> [Assignment]:
Write out the data in full, exactly as shown.

> [Source information]:

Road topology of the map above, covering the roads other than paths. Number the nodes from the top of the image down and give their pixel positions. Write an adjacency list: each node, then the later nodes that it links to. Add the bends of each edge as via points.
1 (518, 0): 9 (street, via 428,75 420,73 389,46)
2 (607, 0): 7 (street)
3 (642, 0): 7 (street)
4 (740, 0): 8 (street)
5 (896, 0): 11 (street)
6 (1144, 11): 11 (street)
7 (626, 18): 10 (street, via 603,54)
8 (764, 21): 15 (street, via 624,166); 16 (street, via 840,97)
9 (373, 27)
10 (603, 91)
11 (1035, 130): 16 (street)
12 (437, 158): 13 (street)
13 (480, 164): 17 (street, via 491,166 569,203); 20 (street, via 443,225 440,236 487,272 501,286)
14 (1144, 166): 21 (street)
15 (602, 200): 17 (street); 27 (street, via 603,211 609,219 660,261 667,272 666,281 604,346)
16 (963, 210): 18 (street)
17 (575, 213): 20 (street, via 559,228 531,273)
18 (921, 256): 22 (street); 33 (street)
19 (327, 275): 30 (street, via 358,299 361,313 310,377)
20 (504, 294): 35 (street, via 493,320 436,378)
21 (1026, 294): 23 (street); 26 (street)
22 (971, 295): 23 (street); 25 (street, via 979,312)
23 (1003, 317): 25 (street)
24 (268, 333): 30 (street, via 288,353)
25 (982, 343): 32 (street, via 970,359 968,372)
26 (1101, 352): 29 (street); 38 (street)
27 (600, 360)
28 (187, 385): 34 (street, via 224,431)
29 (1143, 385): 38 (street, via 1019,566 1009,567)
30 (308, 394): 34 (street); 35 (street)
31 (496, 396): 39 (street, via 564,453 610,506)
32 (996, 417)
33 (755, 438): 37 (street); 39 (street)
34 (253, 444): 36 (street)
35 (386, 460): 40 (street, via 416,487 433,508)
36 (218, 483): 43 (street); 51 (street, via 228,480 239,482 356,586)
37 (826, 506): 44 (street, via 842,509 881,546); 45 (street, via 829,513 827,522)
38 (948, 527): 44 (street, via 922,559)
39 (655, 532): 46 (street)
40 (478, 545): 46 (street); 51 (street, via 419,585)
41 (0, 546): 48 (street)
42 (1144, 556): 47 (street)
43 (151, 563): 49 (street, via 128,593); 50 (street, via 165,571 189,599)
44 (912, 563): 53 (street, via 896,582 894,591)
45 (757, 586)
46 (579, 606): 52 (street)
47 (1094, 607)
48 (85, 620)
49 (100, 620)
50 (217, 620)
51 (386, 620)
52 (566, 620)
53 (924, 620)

> [Completed exercise]:
Road topology of the map above, covering the roads other than paths. Number the nodes from the top of the image down and give their pixel positions. Write an adjacency list: each node, then the later nodes that it links to. Add the bends of each edge as via points.
1 (518, 0): 9 (street, via 428,75 420,73 389,46)
2 (607, 0): 7 (street)
3 (642, 0): 7 (street)
4 (740, 0): 8 (street)
5 (896, 0): 11 (street)
6 (1144, 11): 11 (street)
7 (626, 18): 10 (street, via 603,54)
8 (764, 21): 15 (street, via 624,166); 16 (street, via 840,97)
9 (373, 27)
10 (603, 91)
11 (1035, 130): 16 (street)
12 (437, 158): 13 (street)
13 (480, 164): 17 (street, via 491,166 569,203); 20 (street, via 443,225 440,236 487,272 501,286)
14 (1144, 166): 21 (street)
15 (602, 200): 17 (street); 27 (street, via 603,211 609,219 660,261 667,272 666,281 604,346)
16 (963, 210): 18 (street)
17 (575, 213): 20 (street, via 559,228 531,273)
18 (921, 256): 22 (street); 33 (street)
19 (327, 275): 30 (street, via 358,299 361,313 310,377)
20 (504, 294): 35 (street, via 493,320 436,378)
21 (1026, 294): 23 (street); 26 (street)
22 (971, 295): 23 (street); 25 (street, via 979,312)
23 (1003, 317): 25 (street)
24 (268, 333): 30 (street, via 288,353)
25 (982, 343): 32 (street, via 970,359 968,372)
26 (1101, 352): 29 (street); 38 (street)
27 (600, 360)
28 (187, 385): 34 (street, via 224,431)
29 (1143, 385): 38 (street, via 1019,566 1009,567)
30 (308, 394): 34 (street); 35 (street)
31 (496, 396): 39 (street, via 564,453 610,506)
32 (996, 417)
33 (755, 438): 37 (street); 39 (street)
34 (253, 444): 36 (street)
35 (386, 460): 40 (street, via 416,487 433,508)
36 (218, 483): 43 (street); 51 (street, via 228,480 239,482 356,586)
37 (826, 506): 44 (street, via 842,509 881,546); 45 (street, via 829,513 827,522)
38 (948, 527): 44 (street, via 922,559)
39 (655, 532): 46 (street)
40 (478, 545): 46 (street); 51 (street, via 419,585)
41 (0, 546): 48 (street)
42 (1144, 556): 47 (street)
43 (151, 563): 49 (street, via 128,593); 50 (street, via 165,571 189,599)
44 (912, 563): 53 (street, via 896,582 894,591)
45 (757, 586)
46 (579, 606): 52 (street)
47 (1094, 607)
48 (85, 620)
49 (100, 620)
50 (217, 620)
51 (386, 620)
52 (566, 620)
53 (924, 620)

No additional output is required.